Fortunately, the U.S. economy recovered, and growth exceeded 7 percent in 1984. President Reagan’s reelection slogan, “It’s morning in America” suggested that the dark days were behind us. His tax cuts and low inflation were beginning to unleash the Reagan-Clinton prosperity.
Prosperity never brought back all the auto, steel, or coal jobs. The causes were many, but the largest was automation. America manufactures as much as ever, just with many fewer workers than in the 1970s. Now artificial intelligence (AI) may automate 800 million jobs worldwide.
Sources of long term, stable employment are vanishing, and AI will accelerate the automation of routinized tasks. In the future, tasks may be automated before hundreds of thousands of workers are hired to do them.
This does not mean the end of work, because our wants and desires for goods and services exceed our productive capacity, and always will. Our households and businesses inevitably have tasks that we’d like done. Humans will be useful, only our jobs will be more fleeting.
“Allentown” foreshadows the social impact of these changes. The lyrics state: “For the Pennsylvania we never found, For the promises our teachers gave, If we worked hard, If we behaved.” These words reflect an implicit deal: follow directions from teachers (and I would add parents and bosses), and you will be taken care of.

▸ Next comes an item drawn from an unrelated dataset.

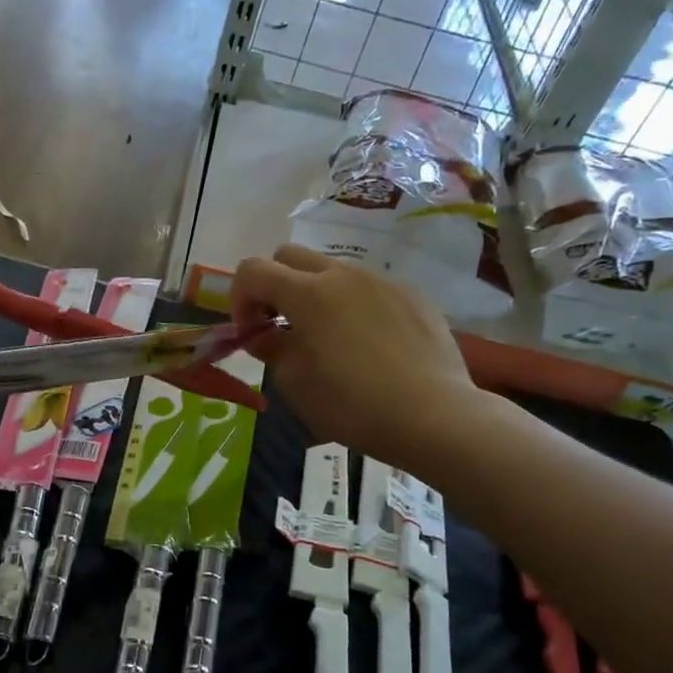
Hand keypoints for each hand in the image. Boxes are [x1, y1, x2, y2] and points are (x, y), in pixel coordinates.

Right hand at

I shouldn’t really say taken care of, because the lyrics also mention hard work. Hard work in coal mines, steel mills, and auto plants and helped create the prosperity which workers shared. The middle class, post-War America lifestyle wasn’t a gift from employers, unions, or the government, but a share of the wealth created.
This deal worked because many jobs required on-the-job training but little specific expertise. The skills of a high school graduate sufficed, if people followed the boss’ directions. The gig economy and freelance writer epitomize today’s workplace, and now more people must manage their “careers.” Americans waiting to be told where to go to work hard are struggling in a changing world.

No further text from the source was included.